In this article, Gerald Lanning examines the recently released Interim Report of the Waitangi Tribunal which addressed the vexed issue of ownership of Freshwater in New Zealand. In its report, the Tribunal conclude that residual property rights in water bodies may continue to be held by Maori which may in turn require recognition of a new form of property title. Gerald is a partner in the Auckland office of Simpson Grierson.

On 24 August 2012 the Waitangi Tribunal issued its Interim Report on the National Freshwater and Geothermal Resources claim.[1] The Tribunal concluded that the Government's proposal to privatise up to 49% of four State-owned Enterprises (SOEs) should not proceed until Maori rights to the water resources used by the SOEs were protected or provided for.
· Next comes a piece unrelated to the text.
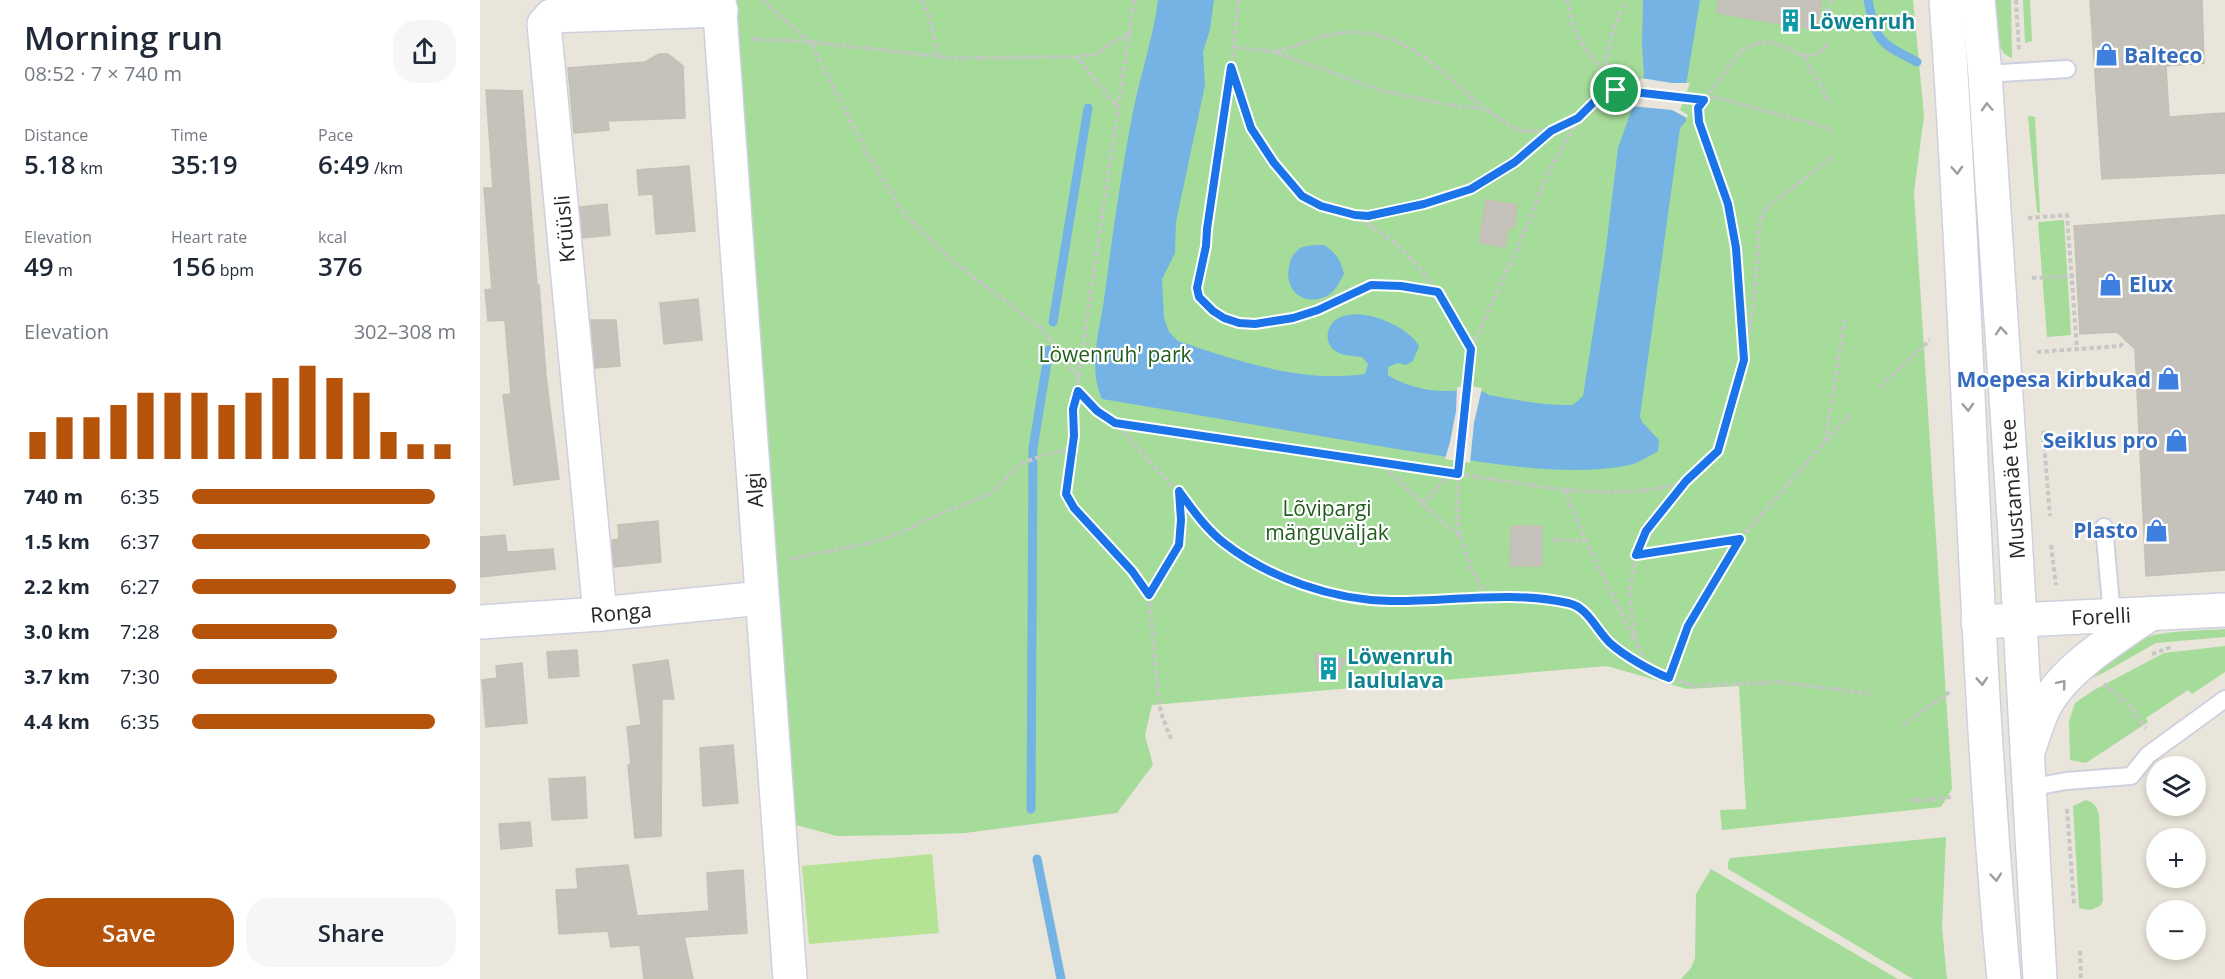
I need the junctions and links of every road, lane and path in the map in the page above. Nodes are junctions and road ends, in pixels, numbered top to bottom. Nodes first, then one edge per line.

The focus of the Tribunal's findings and recommendations has been on the SOE sale issues. The Government has recently decided to proceed with the sale despite the Tribunal's recommendations, which has led to the Maori Council mounting a High Court challenge.[2] But the Tribunal's findings have wider ramifications for the way in which freshwater (and geothermal) resources are managed under the Resource Management Act 1991.

Managing freshwater - the current situation

Section 14(2) of the RMA provides that, in general, "no person may take, use, dam, or divert [water]" unless "allowed by a national environmental standard, a rule in a regional plan as well as a rule in a proposed regional plan (if there is one) or a resource consent". With the possible exception of an environmental standard, therefore, the taking of water is managed by regional councils.[3]

Underlying the RMA approach is a Crown position that no one (including the Crown) owns water, but rather it is the Crown's role to ensure that the resources are managed in the public interest. As stated by Crown counsel:[4]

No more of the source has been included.